Speaker Robin Vos says the Assembly could be in later than usual this session to give former Justice Michael Gableman more time to wrap up a 2020 election review so lawmakers can incorporate his findings when writing new bills.
The Rochester Republican, in a WisPolitics.com year-end interview yesterday, sought to blame Dems for a delay in Gableman’s timeline. The effort originally targeted October for an end date, but Vos said Dems have put up a series of roadblocks to hamper the efforts.
Minority Leader Gordon Hintz charged Assembly Republicans are looking to extend the probe as long as they can and may take it past the 2022 election. The Oshkosh Dem said doing so would imply there was something wrong with how the 2020 election played out and avoid having to finally admit to some in the GOP base that the review’s results will be disappointing.
“For some of them, if Trump isn’t reinstated, they didn’t get to the bottom of it,” Hintz told WisPolitics.com.

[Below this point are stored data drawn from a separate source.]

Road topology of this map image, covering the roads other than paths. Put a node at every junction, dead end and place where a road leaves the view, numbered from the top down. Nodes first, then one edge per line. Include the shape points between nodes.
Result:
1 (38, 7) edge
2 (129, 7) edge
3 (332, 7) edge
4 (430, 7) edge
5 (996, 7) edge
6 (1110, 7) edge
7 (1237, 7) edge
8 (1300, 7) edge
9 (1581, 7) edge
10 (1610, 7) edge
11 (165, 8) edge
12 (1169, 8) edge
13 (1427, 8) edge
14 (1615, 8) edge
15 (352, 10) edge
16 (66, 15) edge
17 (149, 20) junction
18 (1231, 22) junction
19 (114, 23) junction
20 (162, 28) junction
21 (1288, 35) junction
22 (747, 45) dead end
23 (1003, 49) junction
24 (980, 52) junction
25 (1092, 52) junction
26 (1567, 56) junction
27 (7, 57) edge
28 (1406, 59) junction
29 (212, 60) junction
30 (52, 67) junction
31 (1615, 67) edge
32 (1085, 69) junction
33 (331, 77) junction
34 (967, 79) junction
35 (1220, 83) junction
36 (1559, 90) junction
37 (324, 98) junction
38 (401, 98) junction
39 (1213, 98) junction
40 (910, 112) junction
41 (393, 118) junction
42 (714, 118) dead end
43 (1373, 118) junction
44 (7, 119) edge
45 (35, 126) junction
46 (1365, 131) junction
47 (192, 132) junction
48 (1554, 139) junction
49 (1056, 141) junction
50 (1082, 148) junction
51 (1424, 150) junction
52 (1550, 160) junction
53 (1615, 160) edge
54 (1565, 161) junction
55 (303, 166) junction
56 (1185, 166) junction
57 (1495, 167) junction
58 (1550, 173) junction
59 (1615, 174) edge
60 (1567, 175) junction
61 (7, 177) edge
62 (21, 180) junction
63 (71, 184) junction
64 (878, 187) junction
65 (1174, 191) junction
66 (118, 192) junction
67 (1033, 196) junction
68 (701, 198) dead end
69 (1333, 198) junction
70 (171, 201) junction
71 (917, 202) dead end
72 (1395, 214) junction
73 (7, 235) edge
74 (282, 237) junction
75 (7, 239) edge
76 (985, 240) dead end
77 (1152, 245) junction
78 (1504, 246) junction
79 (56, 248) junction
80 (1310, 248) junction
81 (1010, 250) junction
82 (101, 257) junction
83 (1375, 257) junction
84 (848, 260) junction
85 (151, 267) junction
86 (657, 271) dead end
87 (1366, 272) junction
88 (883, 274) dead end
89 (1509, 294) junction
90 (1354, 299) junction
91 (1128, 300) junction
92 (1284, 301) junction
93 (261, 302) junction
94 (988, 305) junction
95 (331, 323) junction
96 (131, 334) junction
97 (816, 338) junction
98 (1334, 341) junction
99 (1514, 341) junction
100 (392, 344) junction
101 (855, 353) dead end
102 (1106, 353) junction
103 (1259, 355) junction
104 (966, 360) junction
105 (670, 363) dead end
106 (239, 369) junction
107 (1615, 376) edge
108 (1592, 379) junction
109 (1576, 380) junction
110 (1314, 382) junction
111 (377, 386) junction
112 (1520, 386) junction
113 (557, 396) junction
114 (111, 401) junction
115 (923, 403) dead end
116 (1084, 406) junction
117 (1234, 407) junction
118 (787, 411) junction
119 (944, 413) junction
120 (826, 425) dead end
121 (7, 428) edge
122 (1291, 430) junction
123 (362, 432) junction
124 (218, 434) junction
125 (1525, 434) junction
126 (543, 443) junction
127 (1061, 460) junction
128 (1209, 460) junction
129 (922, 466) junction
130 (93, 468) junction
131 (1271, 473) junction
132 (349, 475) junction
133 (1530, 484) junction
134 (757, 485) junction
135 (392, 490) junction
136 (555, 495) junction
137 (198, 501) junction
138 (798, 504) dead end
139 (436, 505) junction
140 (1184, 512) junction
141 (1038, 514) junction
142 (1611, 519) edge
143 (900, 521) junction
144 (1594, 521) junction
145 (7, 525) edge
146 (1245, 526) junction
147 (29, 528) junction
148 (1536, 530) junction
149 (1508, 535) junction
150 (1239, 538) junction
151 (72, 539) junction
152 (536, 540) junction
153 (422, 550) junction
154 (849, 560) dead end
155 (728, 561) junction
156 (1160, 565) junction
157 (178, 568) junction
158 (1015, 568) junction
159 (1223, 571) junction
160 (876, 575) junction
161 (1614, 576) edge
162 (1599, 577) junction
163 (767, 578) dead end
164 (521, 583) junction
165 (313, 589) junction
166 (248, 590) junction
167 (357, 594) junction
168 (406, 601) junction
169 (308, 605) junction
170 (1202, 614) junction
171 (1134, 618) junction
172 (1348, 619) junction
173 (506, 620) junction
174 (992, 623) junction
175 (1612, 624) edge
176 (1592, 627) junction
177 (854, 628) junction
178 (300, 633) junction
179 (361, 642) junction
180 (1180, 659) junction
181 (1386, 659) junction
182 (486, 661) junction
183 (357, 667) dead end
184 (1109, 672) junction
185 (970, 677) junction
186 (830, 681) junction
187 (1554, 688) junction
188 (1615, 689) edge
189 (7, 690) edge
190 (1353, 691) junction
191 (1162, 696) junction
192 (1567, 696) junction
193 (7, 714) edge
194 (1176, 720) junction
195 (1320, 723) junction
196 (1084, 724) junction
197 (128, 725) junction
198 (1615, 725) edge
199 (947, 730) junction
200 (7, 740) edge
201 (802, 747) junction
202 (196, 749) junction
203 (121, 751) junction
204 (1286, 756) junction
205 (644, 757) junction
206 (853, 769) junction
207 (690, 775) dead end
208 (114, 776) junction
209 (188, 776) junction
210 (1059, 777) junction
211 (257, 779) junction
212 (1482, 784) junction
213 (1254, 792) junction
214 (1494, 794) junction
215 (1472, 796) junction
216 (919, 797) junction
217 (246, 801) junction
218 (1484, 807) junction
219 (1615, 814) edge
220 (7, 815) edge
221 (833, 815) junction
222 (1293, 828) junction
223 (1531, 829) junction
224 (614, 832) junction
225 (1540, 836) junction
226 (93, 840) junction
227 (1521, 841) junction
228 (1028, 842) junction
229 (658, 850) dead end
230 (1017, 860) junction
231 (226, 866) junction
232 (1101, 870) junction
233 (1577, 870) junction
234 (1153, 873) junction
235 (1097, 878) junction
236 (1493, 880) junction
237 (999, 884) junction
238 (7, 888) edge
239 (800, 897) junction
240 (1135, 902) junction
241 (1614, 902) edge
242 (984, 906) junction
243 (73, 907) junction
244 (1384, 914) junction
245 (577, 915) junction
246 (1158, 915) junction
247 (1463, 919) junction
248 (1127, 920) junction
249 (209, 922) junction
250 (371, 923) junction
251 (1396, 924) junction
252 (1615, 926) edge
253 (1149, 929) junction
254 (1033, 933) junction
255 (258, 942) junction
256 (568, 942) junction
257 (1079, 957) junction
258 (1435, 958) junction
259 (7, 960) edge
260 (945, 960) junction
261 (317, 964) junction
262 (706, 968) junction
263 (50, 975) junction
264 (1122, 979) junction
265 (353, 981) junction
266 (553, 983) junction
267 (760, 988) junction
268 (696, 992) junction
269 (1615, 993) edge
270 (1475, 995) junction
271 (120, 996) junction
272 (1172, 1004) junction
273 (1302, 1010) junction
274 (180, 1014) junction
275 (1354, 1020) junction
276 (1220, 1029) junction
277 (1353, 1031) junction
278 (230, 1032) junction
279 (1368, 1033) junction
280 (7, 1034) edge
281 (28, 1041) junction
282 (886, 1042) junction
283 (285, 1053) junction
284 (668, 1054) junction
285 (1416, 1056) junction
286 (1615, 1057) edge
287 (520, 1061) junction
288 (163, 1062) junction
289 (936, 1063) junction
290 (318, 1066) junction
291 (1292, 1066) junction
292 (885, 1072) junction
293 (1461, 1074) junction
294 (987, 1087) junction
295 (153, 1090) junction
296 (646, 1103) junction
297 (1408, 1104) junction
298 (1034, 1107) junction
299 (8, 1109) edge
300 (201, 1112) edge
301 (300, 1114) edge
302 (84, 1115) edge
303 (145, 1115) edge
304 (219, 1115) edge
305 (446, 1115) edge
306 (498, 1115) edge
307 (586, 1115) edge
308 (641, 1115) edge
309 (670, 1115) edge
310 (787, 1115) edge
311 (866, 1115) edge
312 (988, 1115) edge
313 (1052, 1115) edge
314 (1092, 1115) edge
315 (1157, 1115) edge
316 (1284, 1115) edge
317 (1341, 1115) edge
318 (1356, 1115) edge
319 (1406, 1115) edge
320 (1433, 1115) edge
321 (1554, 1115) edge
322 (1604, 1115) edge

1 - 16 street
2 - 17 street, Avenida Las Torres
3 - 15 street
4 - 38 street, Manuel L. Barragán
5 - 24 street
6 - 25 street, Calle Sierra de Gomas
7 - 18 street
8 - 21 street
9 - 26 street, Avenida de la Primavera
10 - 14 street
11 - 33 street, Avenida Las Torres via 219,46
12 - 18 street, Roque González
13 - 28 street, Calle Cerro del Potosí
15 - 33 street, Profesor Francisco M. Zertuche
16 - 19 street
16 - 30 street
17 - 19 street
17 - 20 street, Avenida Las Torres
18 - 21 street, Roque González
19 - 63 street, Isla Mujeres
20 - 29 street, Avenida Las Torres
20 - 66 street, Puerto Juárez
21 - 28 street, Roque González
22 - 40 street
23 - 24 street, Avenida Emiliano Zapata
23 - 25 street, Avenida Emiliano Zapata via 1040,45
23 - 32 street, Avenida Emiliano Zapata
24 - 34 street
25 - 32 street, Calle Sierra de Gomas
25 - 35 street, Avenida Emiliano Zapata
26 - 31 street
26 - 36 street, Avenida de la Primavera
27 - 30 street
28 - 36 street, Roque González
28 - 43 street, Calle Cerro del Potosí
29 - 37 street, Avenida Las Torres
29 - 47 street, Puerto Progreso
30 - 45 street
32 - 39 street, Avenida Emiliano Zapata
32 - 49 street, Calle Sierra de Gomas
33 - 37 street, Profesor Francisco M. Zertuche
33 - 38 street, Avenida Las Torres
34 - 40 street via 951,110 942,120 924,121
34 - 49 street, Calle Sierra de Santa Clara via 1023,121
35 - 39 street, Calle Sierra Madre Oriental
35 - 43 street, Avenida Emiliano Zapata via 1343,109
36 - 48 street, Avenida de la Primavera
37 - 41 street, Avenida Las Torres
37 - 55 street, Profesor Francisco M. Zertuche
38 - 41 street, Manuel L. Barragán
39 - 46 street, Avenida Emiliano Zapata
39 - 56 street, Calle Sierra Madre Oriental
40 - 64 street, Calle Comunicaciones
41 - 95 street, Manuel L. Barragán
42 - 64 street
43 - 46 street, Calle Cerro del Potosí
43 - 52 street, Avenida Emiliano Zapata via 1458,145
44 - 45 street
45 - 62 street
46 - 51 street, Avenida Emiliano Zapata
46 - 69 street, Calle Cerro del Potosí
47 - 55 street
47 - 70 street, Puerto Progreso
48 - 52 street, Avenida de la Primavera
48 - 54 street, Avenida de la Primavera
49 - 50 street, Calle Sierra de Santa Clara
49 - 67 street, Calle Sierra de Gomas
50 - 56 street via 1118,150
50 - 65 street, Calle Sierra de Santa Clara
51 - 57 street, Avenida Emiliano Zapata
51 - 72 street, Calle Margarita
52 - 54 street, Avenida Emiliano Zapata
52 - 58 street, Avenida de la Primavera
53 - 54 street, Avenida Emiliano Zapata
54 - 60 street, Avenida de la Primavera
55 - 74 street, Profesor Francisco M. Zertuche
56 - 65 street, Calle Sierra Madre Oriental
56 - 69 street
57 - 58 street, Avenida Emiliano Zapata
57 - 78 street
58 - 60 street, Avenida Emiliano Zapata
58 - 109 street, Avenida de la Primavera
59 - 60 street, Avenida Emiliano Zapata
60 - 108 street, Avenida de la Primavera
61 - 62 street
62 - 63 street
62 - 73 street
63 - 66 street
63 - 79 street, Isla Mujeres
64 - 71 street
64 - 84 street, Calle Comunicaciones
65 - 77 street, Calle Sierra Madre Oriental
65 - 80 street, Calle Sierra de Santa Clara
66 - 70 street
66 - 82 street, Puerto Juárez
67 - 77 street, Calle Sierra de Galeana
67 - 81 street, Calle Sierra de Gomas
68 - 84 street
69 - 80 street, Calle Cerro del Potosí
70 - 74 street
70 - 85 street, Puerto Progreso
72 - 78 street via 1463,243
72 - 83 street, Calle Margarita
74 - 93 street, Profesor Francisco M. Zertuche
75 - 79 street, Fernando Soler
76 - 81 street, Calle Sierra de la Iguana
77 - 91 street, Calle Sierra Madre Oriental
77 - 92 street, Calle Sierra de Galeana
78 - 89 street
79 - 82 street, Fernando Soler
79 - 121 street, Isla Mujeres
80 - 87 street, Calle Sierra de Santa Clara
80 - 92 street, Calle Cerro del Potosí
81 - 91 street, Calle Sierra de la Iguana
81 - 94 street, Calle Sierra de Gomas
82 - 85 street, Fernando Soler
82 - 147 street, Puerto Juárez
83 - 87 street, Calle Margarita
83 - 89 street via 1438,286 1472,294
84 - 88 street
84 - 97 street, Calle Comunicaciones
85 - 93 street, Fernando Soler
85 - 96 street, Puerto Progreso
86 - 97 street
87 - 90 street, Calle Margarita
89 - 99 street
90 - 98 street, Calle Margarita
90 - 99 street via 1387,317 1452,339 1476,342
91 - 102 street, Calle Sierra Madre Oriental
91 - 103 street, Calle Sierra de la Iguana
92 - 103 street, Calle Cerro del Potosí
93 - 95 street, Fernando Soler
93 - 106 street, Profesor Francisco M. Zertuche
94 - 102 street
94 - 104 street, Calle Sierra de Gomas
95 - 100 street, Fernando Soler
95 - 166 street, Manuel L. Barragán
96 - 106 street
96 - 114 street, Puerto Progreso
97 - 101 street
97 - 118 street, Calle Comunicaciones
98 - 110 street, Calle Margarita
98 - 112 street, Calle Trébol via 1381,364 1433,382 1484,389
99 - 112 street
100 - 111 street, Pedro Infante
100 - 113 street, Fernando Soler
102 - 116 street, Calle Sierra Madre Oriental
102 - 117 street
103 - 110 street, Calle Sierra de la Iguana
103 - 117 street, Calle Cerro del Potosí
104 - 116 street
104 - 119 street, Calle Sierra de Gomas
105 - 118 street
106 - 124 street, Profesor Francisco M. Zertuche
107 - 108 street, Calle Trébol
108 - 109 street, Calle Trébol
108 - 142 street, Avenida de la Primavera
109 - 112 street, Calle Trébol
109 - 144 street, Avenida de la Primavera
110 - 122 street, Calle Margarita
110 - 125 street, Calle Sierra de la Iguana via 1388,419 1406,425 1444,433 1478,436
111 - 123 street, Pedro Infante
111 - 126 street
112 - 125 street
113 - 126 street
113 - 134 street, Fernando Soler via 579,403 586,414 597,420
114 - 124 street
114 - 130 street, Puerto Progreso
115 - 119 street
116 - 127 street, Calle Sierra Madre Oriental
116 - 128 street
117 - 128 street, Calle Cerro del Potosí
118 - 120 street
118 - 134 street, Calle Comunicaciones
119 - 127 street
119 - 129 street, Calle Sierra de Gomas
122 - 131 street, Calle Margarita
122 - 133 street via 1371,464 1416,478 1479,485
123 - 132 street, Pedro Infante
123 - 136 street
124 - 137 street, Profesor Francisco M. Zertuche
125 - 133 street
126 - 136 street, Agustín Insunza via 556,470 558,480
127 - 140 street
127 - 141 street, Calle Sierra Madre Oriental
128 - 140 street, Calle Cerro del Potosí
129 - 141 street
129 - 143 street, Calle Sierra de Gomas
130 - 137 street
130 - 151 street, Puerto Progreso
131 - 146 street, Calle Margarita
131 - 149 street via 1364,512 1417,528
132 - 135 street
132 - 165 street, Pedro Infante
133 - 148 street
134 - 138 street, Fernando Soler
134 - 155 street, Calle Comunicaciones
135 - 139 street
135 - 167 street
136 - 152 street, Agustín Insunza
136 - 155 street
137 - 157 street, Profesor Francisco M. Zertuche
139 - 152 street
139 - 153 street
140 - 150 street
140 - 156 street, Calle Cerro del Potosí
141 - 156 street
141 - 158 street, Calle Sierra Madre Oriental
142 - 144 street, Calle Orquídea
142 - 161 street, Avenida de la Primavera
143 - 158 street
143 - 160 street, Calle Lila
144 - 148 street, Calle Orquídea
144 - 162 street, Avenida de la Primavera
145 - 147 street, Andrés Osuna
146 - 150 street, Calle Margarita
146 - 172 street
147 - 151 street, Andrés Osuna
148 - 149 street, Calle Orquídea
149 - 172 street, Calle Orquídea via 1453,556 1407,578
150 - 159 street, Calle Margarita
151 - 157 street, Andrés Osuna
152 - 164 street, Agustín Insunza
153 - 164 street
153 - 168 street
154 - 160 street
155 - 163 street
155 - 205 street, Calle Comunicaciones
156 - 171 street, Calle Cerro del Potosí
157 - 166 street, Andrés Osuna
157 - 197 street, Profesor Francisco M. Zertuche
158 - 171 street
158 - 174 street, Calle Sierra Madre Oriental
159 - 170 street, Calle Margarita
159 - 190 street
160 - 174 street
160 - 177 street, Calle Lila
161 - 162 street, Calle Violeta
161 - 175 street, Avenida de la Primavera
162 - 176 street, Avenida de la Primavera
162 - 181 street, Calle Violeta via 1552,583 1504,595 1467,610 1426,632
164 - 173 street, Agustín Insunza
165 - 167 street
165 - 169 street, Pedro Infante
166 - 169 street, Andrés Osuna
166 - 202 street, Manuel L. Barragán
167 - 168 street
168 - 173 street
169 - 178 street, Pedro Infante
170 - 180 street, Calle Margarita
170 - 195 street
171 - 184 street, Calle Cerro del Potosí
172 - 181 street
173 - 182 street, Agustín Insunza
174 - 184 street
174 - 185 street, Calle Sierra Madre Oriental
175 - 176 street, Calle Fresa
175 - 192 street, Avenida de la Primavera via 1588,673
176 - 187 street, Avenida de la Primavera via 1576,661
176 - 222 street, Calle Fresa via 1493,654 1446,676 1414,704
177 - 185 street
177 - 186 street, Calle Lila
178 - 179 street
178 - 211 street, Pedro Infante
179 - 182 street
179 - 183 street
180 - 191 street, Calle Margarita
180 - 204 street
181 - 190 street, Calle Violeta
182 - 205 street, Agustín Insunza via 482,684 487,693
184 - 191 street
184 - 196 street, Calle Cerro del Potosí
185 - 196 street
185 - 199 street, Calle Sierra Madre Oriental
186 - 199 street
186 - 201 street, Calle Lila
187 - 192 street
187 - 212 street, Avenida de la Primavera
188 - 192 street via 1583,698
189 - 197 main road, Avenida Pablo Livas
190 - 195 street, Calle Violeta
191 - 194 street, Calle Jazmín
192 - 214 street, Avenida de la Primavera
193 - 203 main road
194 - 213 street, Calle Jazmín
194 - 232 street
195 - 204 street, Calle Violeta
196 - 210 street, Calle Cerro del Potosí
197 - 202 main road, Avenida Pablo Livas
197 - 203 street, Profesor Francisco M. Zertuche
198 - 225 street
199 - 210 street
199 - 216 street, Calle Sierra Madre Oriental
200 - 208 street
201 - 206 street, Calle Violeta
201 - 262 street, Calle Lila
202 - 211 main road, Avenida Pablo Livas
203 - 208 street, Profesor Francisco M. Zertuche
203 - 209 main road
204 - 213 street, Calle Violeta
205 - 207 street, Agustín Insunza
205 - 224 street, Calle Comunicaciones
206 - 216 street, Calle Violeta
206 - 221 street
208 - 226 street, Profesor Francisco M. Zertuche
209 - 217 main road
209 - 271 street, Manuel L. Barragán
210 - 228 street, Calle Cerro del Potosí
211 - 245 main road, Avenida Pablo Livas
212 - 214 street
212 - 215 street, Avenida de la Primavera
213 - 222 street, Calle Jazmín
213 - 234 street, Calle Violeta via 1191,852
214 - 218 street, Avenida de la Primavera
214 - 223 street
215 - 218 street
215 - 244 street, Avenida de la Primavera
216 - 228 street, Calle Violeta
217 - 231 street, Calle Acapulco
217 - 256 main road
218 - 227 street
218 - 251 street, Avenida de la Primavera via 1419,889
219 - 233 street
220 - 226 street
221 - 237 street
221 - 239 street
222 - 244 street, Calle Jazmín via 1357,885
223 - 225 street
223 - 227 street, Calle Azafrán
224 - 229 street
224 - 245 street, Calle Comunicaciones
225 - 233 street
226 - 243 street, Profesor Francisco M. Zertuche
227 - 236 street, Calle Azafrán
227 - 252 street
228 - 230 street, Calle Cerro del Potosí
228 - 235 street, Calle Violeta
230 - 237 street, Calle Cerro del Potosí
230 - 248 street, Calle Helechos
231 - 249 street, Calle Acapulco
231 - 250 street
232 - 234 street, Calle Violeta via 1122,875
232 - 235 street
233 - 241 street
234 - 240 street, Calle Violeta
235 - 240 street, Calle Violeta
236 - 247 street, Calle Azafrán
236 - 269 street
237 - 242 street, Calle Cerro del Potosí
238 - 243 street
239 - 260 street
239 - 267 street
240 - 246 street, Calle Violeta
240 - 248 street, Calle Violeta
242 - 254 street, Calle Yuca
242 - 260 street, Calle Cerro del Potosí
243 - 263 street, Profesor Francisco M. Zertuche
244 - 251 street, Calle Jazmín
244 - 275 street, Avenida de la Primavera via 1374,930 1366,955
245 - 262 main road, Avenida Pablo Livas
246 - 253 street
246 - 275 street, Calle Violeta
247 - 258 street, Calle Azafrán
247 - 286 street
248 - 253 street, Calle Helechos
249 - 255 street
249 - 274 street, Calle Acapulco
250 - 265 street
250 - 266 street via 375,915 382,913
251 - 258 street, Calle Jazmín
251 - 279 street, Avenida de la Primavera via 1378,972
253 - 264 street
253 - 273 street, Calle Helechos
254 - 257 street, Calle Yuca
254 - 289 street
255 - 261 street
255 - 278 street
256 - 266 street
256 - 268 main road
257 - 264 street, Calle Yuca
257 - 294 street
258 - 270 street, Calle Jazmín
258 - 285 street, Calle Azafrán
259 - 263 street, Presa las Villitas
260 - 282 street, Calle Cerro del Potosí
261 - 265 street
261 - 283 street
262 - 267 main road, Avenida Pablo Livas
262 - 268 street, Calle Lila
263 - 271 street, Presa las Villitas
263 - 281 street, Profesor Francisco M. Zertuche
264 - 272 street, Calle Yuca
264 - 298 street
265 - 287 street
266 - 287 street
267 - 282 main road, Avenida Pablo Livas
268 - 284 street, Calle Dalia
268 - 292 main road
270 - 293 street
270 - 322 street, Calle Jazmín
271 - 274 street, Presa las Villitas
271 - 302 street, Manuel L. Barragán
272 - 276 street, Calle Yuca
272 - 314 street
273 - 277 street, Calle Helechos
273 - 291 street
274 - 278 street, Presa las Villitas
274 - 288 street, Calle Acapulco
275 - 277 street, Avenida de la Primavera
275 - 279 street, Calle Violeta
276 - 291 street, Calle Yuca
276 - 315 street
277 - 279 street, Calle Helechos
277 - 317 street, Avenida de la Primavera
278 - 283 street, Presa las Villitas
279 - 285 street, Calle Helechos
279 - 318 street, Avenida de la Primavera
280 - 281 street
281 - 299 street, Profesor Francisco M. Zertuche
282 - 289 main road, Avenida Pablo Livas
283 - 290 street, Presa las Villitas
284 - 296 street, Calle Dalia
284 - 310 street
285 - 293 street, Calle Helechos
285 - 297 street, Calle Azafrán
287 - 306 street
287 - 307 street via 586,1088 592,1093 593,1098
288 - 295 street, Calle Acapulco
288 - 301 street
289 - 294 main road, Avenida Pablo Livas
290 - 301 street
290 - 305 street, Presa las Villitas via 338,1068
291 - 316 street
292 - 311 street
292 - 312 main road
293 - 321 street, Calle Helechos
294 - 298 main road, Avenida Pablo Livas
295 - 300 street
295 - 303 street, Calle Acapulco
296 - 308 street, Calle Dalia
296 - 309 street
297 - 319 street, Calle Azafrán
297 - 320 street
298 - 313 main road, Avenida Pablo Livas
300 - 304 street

The pair spoke with WisPolitics.com in separate interviews yesterday with Gableman’s investigation facing court hearings that will likely push any conclusion into the early part of 2022. A Dane County judge has a hearing set for Dec. 23 on Dem AG Josh Kaul’s effort to quash the subpoena Gableman issued to Wisconsin Elections Commission Administrator Meagan Wolfe, arguing the statute gives the former justice the power to compel testimony in public before a legislative hearing, not in private at his Brookfield office.
Meanwhile, a Waukesha County judge has set a Jan. 21 hearing just to lay out a briefing schedule on Gableman’s request to jail the mayors of Green Bay and Madison if they don’t comply with the subpoenas his office issued to them.
Vos said he didn’t imagine in his “wildest dreams” at the outset of the Gableman probe that Dems would try to throw up so many roadblocks. He was particularly critical of Dems for knocking the Legislature Audit Bureau’s review of the 2020 election, though his appointee to the Elections Commission, former GOP state Rep. Dean Knudson, is among those who questioned the quality of the non-partisan agency’s work.
“It’s just all a game to these people,” Vos said.
The Assembly met Feb. 20, 2020, for its final regular floor period before COVID-19 brought the chamber back in April for a special session to take up legislation related to the pandemic. In 2018, the chamber wrapped up most of its work by late February before returning in late March for an extraordinary session.
Vos said he wasn’t sure how late the chamber may be in session this spring.
“I try to be on time, and I try to put a plan together, and this is one where people have thrown up so many roadblocks that it might take longer than I want,” Vos said.